Cotton Candy
- Common manufacturers: ARM Holdings
- Design firm: FXI Technologies
- Introduced: Cotton Candy November 17, 2011
- Cost: ~US$199 ERP
- Type: Single-board computer
- Processor: Samsung Exynos 4210
- Frequency: 1.2 GHz
- Memory: 1 GB DRAM
- Coprocessor: Mali-400 MP GPU VFPv3 (VFP/FPU) NEON SIMD Hardware Audio / Video Decoder Thumb-2 inst. set Jazelle DBX Jazelle RCT TrustZone CESA
- Ports: HDMI 1.3a WiFi 802.11 b/g/n Bluetooth 2.1 + EDR USB 2.0 host/device Micro USB MicroSD SDXC slot
- Weight: 21 g (0.74 oz)
- Dimensions: 80 mm (3.1 in) (h) 25 mm (0.98 in) (w) 10 mm (0.39 in) (d)

= Cotton Candy (single-board computer) =

The Cotton Candy is a very small, fanless single-board computer on a stick, putting the full functions of a personal computer on a device the size of a USB memory stick, manufactured by the Norwegian-based hardware and software for-profit startup company FXI Technologies (also referred to as just "FXI Tech").

==Overview==
Cotton Candy is a low-power ARM architecture CPU based computer which uses dual-core processors such as the dual-core 1.2 GHz Exynos 4210 (45 nm ARM Cortex-A9 with 1MB L2 cache) system on a chip (SoC) by Samsung, featuring a quad-core 200 MHz ARM Mali-400 MP GPU OpenGL ES 2.0 capable 2D/3D graphics processing unit, an audio and video decoder hardware engine, and TrustZone Cryptographic Engine and Security Accelerator (CESA) co-processor. The platform is said to be able to stream and decode H.264 1080p content, and be able to use desktop-class interfaces such as KDE or GNOME under Linux.

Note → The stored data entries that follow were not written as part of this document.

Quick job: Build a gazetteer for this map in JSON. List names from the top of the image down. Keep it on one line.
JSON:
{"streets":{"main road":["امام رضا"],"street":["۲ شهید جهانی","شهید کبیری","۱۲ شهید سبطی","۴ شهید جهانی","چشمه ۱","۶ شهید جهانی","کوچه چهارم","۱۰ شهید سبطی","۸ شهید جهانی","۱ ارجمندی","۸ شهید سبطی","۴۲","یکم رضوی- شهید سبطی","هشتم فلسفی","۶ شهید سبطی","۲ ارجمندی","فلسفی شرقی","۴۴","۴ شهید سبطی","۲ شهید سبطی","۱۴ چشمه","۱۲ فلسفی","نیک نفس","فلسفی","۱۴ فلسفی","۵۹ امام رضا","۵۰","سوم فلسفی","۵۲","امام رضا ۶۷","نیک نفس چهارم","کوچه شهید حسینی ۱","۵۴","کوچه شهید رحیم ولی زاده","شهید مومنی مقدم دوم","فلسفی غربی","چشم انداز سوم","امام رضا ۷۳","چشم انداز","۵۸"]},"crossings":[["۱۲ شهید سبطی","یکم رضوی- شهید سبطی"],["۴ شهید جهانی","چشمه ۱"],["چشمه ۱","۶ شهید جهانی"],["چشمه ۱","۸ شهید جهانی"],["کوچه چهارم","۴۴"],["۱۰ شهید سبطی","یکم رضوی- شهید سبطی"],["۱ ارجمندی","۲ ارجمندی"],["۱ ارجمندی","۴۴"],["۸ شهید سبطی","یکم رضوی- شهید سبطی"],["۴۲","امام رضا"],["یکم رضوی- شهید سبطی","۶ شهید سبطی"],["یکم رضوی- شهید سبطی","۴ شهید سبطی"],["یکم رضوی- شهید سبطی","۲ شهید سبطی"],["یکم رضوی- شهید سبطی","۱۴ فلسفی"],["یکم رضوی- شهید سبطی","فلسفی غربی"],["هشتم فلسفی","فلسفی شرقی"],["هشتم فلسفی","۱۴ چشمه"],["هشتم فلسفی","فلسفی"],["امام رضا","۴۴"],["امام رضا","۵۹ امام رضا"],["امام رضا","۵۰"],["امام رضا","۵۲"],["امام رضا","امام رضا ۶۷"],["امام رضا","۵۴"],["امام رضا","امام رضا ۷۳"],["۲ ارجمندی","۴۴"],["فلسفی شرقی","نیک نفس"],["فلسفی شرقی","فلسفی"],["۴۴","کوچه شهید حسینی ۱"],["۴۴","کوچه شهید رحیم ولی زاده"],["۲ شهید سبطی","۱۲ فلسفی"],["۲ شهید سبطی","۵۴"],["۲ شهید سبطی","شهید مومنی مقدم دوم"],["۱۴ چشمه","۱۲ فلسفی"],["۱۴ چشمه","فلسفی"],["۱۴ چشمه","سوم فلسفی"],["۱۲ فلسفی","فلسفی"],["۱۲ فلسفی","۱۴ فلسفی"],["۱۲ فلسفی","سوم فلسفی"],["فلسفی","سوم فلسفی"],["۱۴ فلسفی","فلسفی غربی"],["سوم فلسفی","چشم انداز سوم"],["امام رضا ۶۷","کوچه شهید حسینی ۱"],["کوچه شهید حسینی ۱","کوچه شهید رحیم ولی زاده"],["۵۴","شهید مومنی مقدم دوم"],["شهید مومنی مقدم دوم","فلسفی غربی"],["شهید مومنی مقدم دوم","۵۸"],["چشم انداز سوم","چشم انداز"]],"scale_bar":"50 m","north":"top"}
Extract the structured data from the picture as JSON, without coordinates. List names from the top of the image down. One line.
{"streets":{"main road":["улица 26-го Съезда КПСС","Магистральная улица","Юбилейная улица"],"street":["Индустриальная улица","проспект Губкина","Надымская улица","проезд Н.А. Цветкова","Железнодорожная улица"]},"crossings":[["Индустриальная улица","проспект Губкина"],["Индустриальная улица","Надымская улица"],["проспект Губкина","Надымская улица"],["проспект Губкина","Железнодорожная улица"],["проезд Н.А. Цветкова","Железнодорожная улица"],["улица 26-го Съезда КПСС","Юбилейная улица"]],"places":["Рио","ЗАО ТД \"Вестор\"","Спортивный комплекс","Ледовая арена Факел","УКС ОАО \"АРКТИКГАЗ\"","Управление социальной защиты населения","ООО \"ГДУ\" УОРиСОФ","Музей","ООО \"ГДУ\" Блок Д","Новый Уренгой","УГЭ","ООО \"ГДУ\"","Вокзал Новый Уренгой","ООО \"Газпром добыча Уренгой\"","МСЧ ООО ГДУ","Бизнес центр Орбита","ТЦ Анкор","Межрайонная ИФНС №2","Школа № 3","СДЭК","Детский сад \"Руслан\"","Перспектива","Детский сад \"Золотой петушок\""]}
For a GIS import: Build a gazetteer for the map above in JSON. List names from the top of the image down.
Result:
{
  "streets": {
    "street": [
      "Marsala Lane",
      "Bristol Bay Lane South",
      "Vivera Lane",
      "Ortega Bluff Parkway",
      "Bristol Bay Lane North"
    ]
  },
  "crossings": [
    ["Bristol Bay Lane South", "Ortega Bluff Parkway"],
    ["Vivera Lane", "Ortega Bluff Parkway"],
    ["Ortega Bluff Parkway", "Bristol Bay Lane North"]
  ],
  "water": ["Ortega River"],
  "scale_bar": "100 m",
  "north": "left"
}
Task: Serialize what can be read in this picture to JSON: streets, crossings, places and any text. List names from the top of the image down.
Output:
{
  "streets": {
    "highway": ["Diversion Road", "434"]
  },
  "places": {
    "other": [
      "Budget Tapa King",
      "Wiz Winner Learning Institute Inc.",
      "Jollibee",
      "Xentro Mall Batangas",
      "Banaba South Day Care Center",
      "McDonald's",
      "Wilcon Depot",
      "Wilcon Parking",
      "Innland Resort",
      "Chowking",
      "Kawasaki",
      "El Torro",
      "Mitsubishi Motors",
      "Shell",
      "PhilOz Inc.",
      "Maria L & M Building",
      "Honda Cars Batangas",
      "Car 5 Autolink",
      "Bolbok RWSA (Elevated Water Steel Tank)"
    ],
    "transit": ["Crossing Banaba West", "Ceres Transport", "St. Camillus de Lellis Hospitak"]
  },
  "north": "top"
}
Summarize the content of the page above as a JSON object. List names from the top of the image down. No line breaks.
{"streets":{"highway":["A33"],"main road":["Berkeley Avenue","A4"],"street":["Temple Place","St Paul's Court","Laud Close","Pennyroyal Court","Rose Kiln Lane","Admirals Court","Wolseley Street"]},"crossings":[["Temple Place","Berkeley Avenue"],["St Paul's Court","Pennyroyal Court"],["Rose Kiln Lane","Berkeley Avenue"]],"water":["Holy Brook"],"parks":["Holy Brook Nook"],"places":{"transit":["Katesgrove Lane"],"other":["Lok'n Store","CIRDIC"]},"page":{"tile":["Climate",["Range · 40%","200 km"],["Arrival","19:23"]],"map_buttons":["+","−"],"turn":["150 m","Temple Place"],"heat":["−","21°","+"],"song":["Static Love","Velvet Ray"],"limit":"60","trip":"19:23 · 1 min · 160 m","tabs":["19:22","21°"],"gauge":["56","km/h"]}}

FXI Technologies claims it will run both Android 4.0 (Ice Cream Sandwich) and the latest Ubuntu Desktop Linux operating systems, leveraging Linaro builds and Linux kernel optimizations.

As of 13 September 2012, FXI started to ship to those that pre-ordered devices. At the time of writing (November 2013), the Cotton Candy is generally available. FXI have also made a Beta android ICS image and Beta Linux image available for download.

On 16 of July 2014, FXI declared bankruptcy.

==Reception==
In January 2012 the Cotton Candy made it to the top-10 finalist at the "Last Gadget Standing" new technology competition at CES 2012. Also at CES 2012, LaptopMag.com made Cotton Candy a top-10 finalist for its "Readers’ Choice for Best of CES 2012" award. EFYTimes News Network as well named FXI Technologies Cotton Candy a "Top 10 Gadgets Launched @ CES 2012".